++++ INFORMATION SUPPLIED ++++

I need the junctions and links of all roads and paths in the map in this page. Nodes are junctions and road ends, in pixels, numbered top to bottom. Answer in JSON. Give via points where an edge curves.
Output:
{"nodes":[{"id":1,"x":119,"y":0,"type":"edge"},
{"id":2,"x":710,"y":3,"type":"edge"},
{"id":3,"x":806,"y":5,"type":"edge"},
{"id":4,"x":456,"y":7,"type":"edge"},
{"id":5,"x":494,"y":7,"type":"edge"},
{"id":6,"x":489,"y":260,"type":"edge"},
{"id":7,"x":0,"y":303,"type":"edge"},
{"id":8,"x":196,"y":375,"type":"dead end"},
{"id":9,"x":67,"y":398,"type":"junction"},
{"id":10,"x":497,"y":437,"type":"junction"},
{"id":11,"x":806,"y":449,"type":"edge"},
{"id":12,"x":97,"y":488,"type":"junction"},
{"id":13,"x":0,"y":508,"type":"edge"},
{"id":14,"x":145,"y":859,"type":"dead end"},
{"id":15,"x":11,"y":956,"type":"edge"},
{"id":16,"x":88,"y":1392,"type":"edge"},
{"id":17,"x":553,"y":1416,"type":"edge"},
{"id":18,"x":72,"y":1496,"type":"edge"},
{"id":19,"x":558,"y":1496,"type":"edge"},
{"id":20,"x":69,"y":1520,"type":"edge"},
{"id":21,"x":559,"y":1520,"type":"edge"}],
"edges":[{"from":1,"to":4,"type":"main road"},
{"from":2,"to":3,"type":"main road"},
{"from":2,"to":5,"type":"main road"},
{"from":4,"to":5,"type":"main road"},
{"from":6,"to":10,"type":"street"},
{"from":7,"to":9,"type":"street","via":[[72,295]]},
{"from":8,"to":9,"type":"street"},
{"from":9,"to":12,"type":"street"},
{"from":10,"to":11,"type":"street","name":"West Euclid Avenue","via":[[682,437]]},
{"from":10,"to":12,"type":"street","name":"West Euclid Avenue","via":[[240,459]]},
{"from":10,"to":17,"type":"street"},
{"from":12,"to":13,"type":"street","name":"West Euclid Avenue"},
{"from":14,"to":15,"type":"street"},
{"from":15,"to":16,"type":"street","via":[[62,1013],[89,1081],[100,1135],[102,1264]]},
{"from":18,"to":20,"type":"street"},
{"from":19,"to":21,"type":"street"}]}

++++

:: PROBLEM DETAILS ::
Across the entries above, count the lines with the word "name" and report that count by itself.

:: ANSWER BELOW ::
3